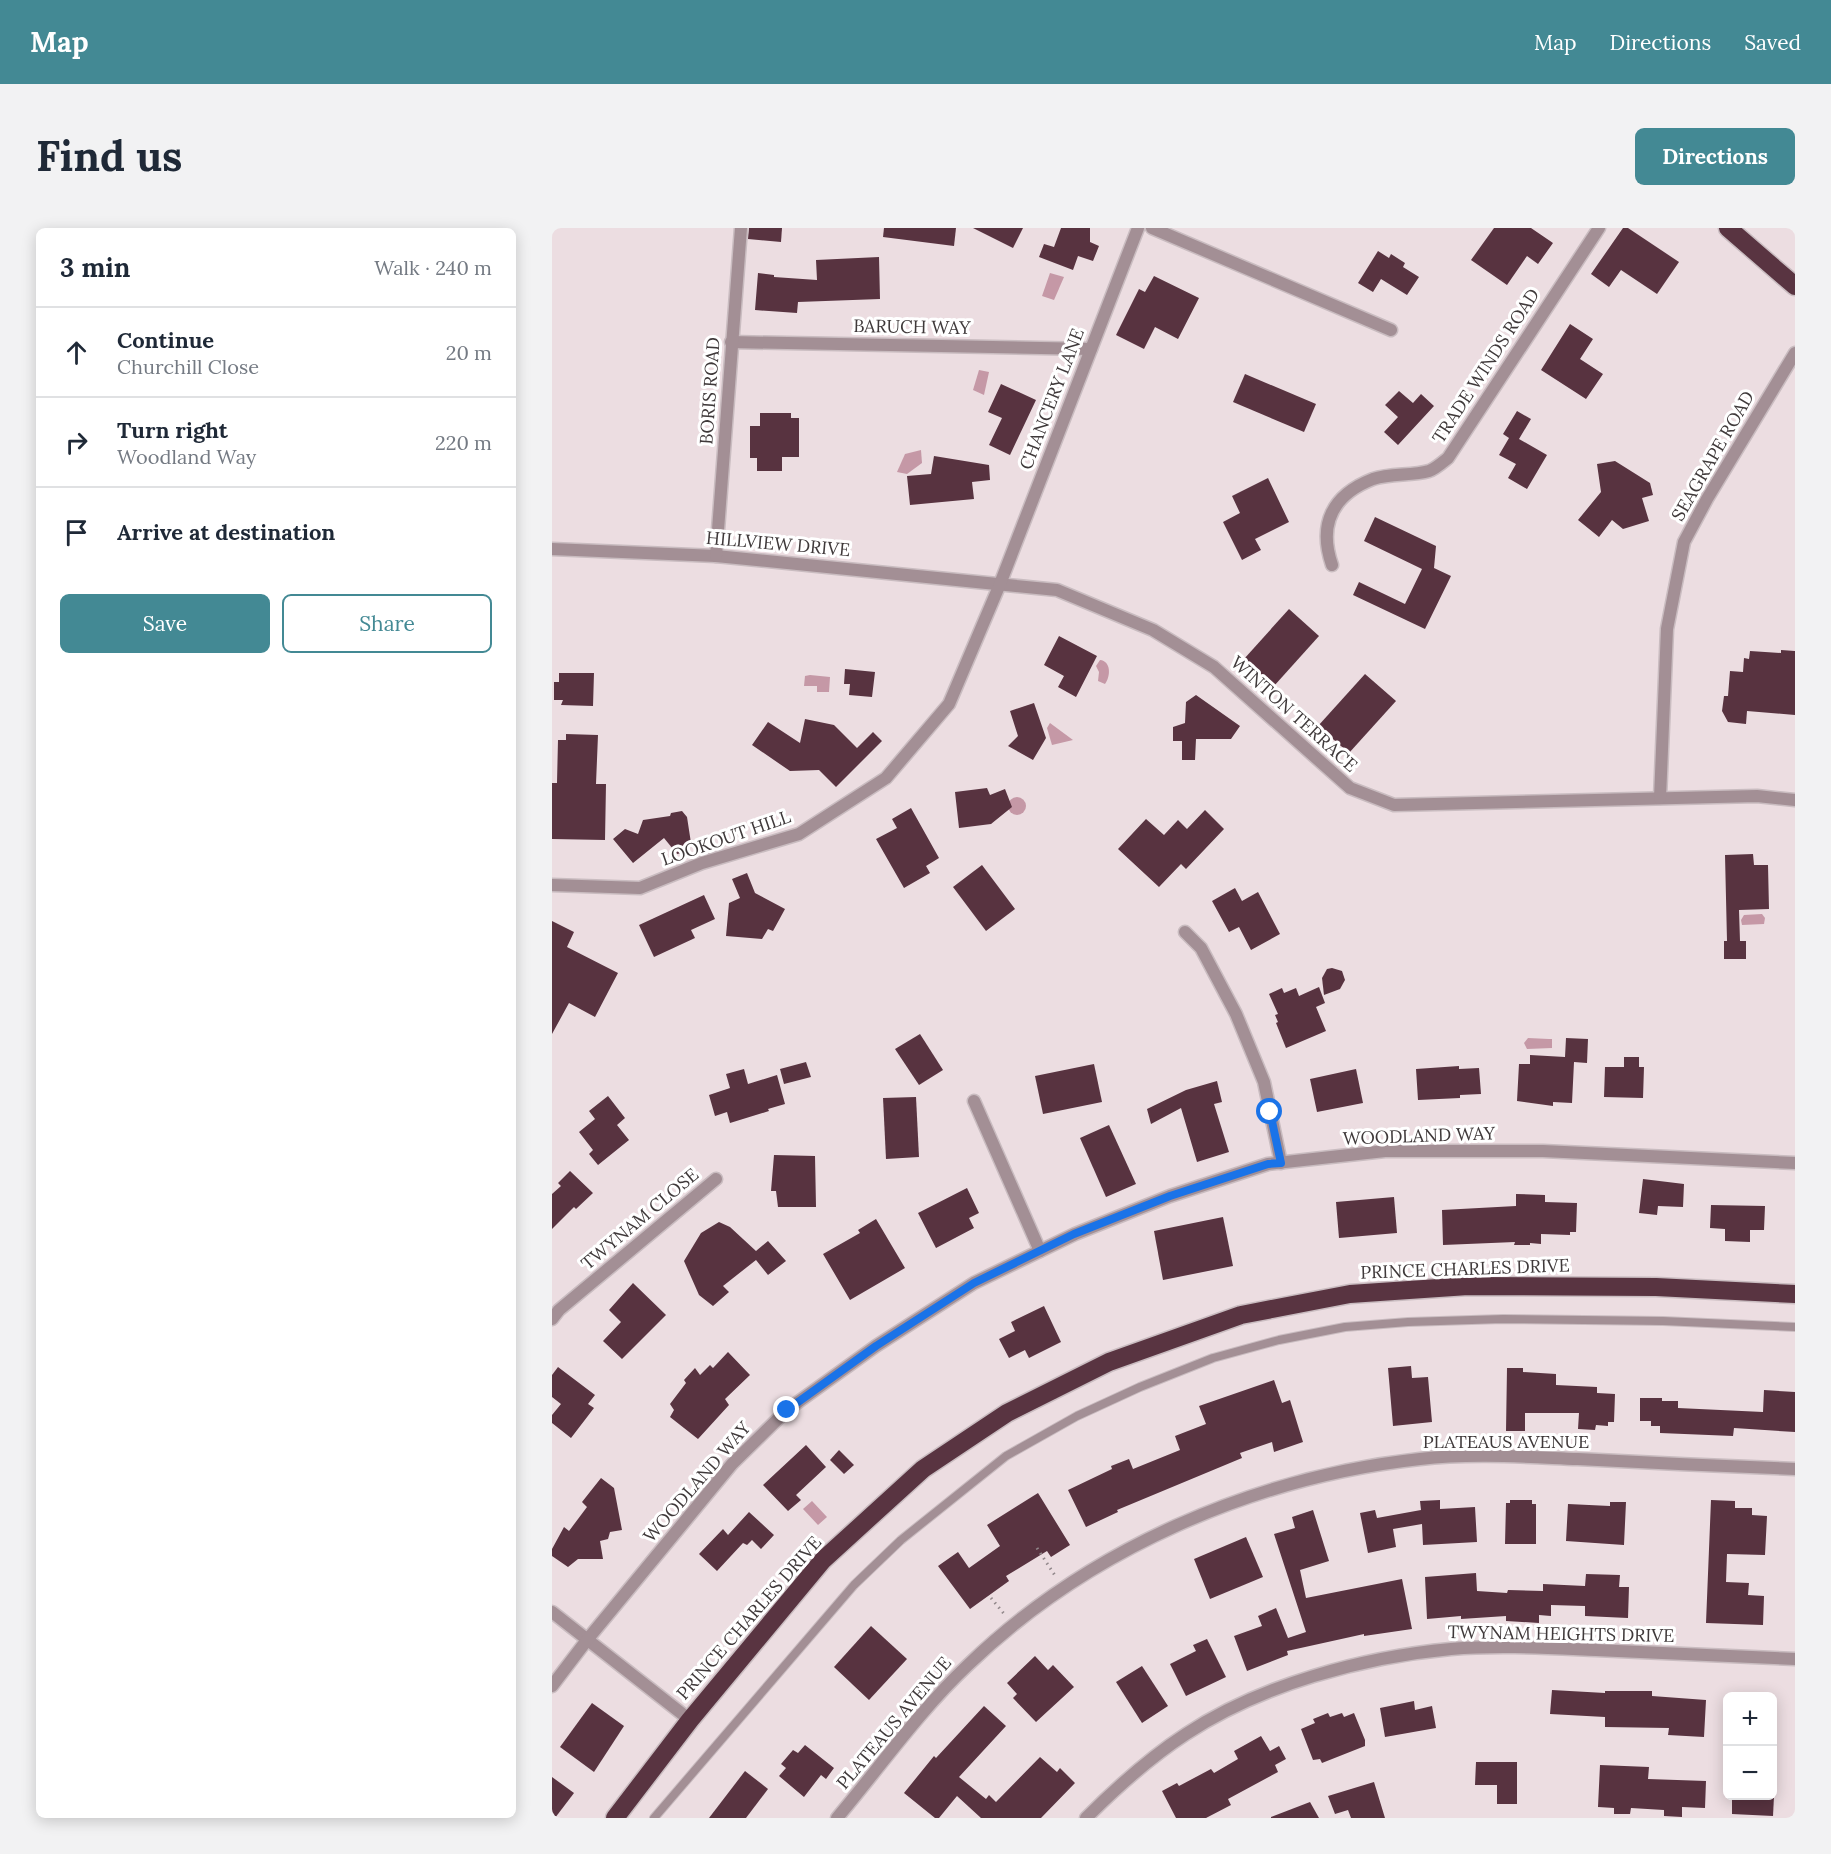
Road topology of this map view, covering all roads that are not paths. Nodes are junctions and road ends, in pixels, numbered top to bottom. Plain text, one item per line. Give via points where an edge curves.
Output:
1 (741, 228) edge
2 (1138, 228) edge
3 (1152, 228) edge
4 (1599, 228) edge
5 (1728, 228) edge
6 (1795, 286) edge
7 (1390, 330) dead end
8 (731, 342) junction
9 (1091, 349) junction
10 (1795, 353) edge
11 (552, 549) edge
12 (716, 556) junction
13 (1332, 565) dead end
14 (1000, 584) junction
15 (1660, 798) junction
16 (1795, 800) edge
17 (552, 885) edge
18 (1185, 932) dead end
19 (974, 1101) dead end
20 (1281, 1163) junction
21 (1795, 1163) edge
22 (716, 1179) dead end
23 (1040, 1251) junction
24 (1795, 1294) edge
25 (554, 1310) edge
26 (1795, 1327) edge
27 (1795, 1469) edge
28 (552, 1612) edge
29 (586, 1640) junction
30 (1795, 1659) edge
31 (552, 1686) edge
32 (690, 1720) junction
33 (615, 1818) edge
34 (654, 1818) edge
35 (837, 1818) edge
36 (1086, 1818) edge

1 - 8 street, BORIS ROAD
2 - 9 street, CHANCERY LANE
3 - 7 street
4 - 13 street, TRADE WINDS ROAD via 1448,458 1430,471 1373,479 1346,495 1330,514 1326,531
5 - 6 highway
8 - 9 street, BARUCH WAY
8 - 12 street, BORIS ROAD
9 - 14 street, CHANCERY LANE
10 - 15 street, SEAGRAPE ROAD via 1684,543 1667,629
11 - 12 street, HILLVIEW DRIVE
12 - 14 street, HILLVIEW DRIVE
14 - 15 street, WINTON TERRACE via 1057,590 1153,630 1214,667 1350,788 1394,805
14 - 17 street, LOOKOUT HILL via 949,704 886,778 799,834 702,863 640,888
15 - 16 street, WINTON TERRACE via 1757,796
18 - 20 street via 1201,948 1236,1014 1264,1082
19 - 23 street
20 - 21 street, WOODLAND WAY via 1385,1151 1543,1151
20 - 23 street, WOODLAND WAY via 1170,1196
22 - 25 street, TWYNAM CLOSE
23 - 29 street, WOODLAND WAY via 974,1283 787,1410 732,1464
24 - 32 highway, PRINCE CHARLES DRIVE via 1656,1287 1468,1286 1350,1294 1241,1315 1109,1362 1007,1413 923,1469 824,1560
26 - 34 lane via 1503,1319 1345,1327 1213,1358 1140,1387 1077,1416 1006,1456 900,1540 854,1585
27 - 35 street, PLATEAUS AVENUE via 1485,1457 1421,1459 1371,1466 1278,1488 1194,1518 1114,1557 1013,1625 936,1698
28 - 29 street
29 - 31 street, WOODLAND WAY
29 - 32 street
30 - 36 street, TWYNAM HEIGHTS DRIVE via 1494,1648 1454,1649 1377,1660 1273,1691 1210,1719 1150,1760
32 - 33 highway, PRINCE CHARLES DRIVE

----

### [Work task]
The expected output is every line of the data, unchanged, with the pictures skipped.

### [Exercise answer]
Road topology of this map view, covering all roads that are not paths. Nodes are junctions and road ends, in pixels, numbered top to bottom. Plain text, one item per line. Give via points where an edge curves.
Output:
1 (741, 228) edge
2 (1138, 228) edge
3 (1152, 228) edge
4 (1599, 228) edge
5 (1728, 228) edge
6 (1795, 286) edge
7 (1390, 330) dead end
8 (731, 342) junction
9 (1091, 349) junction
10 (1795, 353) edge
11 (552, 549) edge
12 (716, 556) junction
13 (1332, 565) dead end
14 (1000, 584) junction
15 (1660, 798) junction
16 (1795, 800) edge
17 (552, 885) edge
18 (1185, 932) dead end
19 (974, 1101) dead end
20 (1281, 1163) junction
21 (1795, 1163) edge
22 (716, 1179) dead end
23 (1040, 1251) junction
24 (1795, 1294) edge
25 (554, 1310) edge
26 (1795, 1327) edge
27 (1795, 1469) edge
28 (552, 1612) edge
29 (586, 1640) junction
30 (1795, 1659) edge
31 (552, 1686) edge
32 (690, 1720) junction
33 (615, 1818) edge
34 (654, 1818) edge
35 (837, 1818) edge
36 (1086, 1818) edge

1 - 8 street, BORIS ROAD
2 - 9 street, CHANCERY LANE
3 - 7 street
4 - 13 street, TRADE WINDS ROAD via 1448,458 1430,471 1373,479 1346,495 1330,514 1326,531
5 - 6 highway
8 - 9 street, BARUCH WAY
8 - 12 street, BORIS ROAD
9 - 14 street, CHANCERY LANE
10 - 15 street, SEAGRAPE ROAD via 1684,543 1667,629
11 - 12 street, HILLVIEW DRIVE
12 - 14 street, HILLVIEW DRIVE
14 - 15 street, WINTON TERRACE via 1057,590 1153,630 1214,667 1350,788 1394,805
14 - 17 street, LOOKOUT HILL via 949,704 886,778 799,834 702,863 640,888
15 - 16 street, WINTON TERRACE via 1757,796
18 - 20 street via 1201,948 1236,1014 1264,1082
19 - 23 street
20 - 21 street, WOODLAND WAY via 1385,1151 1543,1151
20 - 23 street, WOODLAND WAY via 1170,1196
22 - 25 street, TWYNAM CLOSE
23 - 29 street, WOODLAND WAY via 974,1283 787,1410 732,1464
24 - 32 highway, PRINCE CHARLES DRIVE via 1656,1287 1468,1286 1350,1294 1241,1315 1109,1362 1007,1413 923,1469 824,1560
26 - 34 lane via 1503,1319 1345,1327 1213,1358 1140,1387 1077,1416 1006,1456 900,1540 854,1585
27 - 35 street, PLATEAUS AVENUE via 1485,1457 1421,1459 1371,1466 1278,1488 1194,1518 1114,1557 1013,1625 936,1698
28 - 29 street
29 - 31 street, WOODLAND WAY
29 - 32 street
30 - 36 street, TWYNAM HEIGHTS DRIVE via 1494,1648 1454,1649 1377,1660 1273,1691 1210,1719 1150,1760
32 - 33 highway, PRINCE CHARLES DRIVE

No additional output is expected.